Türk dünyası ve Kıbrıs

Türk Devletleri Teşkilatı çok umutlandırmıştı...

Jeopolitik bir fırtına ortasında savrulan dünyada, "küresizleşme devrinde yeni bir blok oluşuyor" demiştik.

Avrasya perspektifinde yeni güç dengelerinin merkezinde Türk kuşağı, tarihi yeniden şekillendirecek diye yazmıştık.

Hatta bendeniz "tarihin kalbi ata topraklarında atıyor" diye çok ileri cümleler kurmuştum.

Bir yazımda "hayalperestlikle suçlanıyorduk, şimdi devletimiz Türk birliğini politikaya dönüştürdü" diyerek deyim yerindeyse kendimizden geçmiştik.

Ömrünü Türk dünyasına adamış hocalar da umudumuzu sefere çıkarmışlardı bu süreçte.

Onlardan biri Mehmet Akif Okur hocaydı...

Çöken bir dünyaya karşı yükselen bir dünyanın resmini çizerken, Türk dünyasının entegrasyon sürecini, yeni bir hukuk oluşturma perspektifinden ürettiği "Dünyacı Milliyetçilik" umudumuzu bir adım öteye taşımıştı.

Ya rical-i devlet... verdikleri aile fotoğrafları emperyalizme karşı bir duruşun ifadesiydi.

Hasılı asırlara sari yenilgilerden sonra koca bir dünya uyanıyordu.

Öyle ki, Batı ile çatışma alanlarında biri olan ve aynı zamanda Akdeniz'deki boğuşmanın merkezi Kıbrıs meselesi Türklük muhayyilemizin en hassas yerinde duran Kıbrıs Türk Cumhuriyeti'nin lehine çözülüyordu.

Meseleyi biliyorsunuz...

Kazakistan, Kırgızistan, Özbekistan ve Türkmenistan Güney Kıbrıs Rum Kesimi'ni tanıdılar ve büyükelçi atadılar.

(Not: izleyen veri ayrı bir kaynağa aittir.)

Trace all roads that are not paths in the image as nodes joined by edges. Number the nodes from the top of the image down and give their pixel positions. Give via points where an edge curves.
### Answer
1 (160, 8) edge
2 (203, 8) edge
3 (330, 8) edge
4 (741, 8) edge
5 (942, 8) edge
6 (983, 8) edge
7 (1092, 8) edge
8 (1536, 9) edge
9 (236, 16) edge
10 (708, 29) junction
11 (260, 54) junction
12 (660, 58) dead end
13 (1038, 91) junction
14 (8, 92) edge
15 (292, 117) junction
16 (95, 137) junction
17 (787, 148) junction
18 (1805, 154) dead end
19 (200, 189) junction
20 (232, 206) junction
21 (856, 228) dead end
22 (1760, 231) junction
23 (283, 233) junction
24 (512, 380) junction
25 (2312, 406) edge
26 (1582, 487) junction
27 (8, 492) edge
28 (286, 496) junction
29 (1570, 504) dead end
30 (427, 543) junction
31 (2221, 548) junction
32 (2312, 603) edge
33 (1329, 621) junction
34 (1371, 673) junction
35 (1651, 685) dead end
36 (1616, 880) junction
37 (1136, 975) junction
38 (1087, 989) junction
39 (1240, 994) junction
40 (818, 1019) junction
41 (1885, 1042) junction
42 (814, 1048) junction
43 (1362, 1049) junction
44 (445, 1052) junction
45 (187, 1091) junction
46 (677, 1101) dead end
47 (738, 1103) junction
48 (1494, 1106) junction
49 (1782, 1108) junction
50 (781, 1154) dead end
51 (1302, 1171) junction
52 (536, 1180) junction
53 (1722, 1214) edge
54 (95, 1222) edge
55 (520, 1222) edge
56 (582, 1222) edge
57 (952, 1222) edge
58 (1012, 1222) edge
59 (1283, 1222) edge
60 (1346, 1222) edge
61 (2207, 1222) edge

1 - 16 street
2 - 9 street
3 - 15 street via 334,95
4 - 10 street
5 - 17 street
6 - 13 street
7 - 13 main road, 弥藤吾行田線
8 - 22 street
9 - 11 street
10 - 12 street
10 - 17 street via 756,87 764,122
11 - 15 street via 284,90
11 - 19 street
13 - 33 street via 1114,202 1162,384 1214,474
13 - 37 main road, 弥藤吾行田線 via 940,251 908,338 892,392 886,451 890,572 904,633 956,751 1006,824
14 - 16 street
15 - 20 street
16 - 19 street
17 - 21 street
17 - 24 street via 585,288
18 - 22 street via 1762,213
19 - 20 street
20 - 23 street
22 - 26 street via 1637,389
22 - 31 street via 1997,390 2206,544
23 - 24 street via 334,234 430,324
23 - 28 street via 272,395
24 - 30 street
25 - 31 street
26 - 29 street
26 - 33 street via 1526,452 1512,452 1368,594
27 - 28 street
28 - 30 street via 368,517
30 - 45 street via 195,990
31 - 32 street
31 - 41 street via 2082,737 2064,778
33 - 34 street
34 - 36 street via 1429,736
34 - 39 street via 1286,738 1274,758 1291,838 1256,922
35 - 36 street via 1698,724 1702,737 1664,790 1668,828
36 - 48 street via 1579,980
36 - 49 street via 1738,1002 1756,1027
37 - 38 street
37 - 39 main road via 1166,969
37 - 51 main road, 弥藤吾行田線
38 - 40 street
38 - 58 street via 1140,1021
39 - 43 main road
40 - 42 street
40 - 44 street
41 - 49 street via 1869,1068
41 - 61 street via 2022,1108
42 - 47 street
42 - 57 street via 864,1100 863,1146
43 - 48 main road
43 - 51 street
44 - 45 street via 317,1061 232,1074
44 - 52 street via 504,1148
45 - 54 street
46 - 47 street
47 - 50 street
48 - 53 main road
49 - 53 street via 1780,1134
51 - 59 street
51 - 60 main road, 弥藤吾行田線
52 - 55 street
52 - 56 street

AB'den alınacak 12 milyarlık yatırım için bu dört Türk Devletleri Teşkilatı üyesi, Türkiye'yi "Kıbrıs'ta işgalci güç" olarak tanımlayan BM'nin kararlarını da kabul etmiş oldular.

Çok acı değil mi

Ama...

Evet bu işin aması var.

Hep söylüyorum, son olayı mutlak karine belleyip bol keseden eleştiri yapan stratejisti, analisti, emekli askeri her şeyde olduğu gibi bu konuda da kör noktalar oluşturuyorlar.

Aman Allah'ım; kimileri televizyon ekranlarından Türk devletlerine haddini bildirdi, "olmaz olsun böyle kardeşlik" diye feveran etti, kimileri de eski dar kalıp ideolojik perspektiflerine sığınarak "Türk birliğinin gerçekçi olmadığını biz size söylemedik mi" diye üst perdeden konuştular.

Yahu arada tam iki yüzyıllık bir tarih var.

Kimimiz Rus jeopolitiği içinde sömürüye maruz kalmışız, kimimiz İngiliz dünya sisteminin parçası.

Gelinen mesafeyi küçümsemek en hafif tabiriyle tarihsizliktir.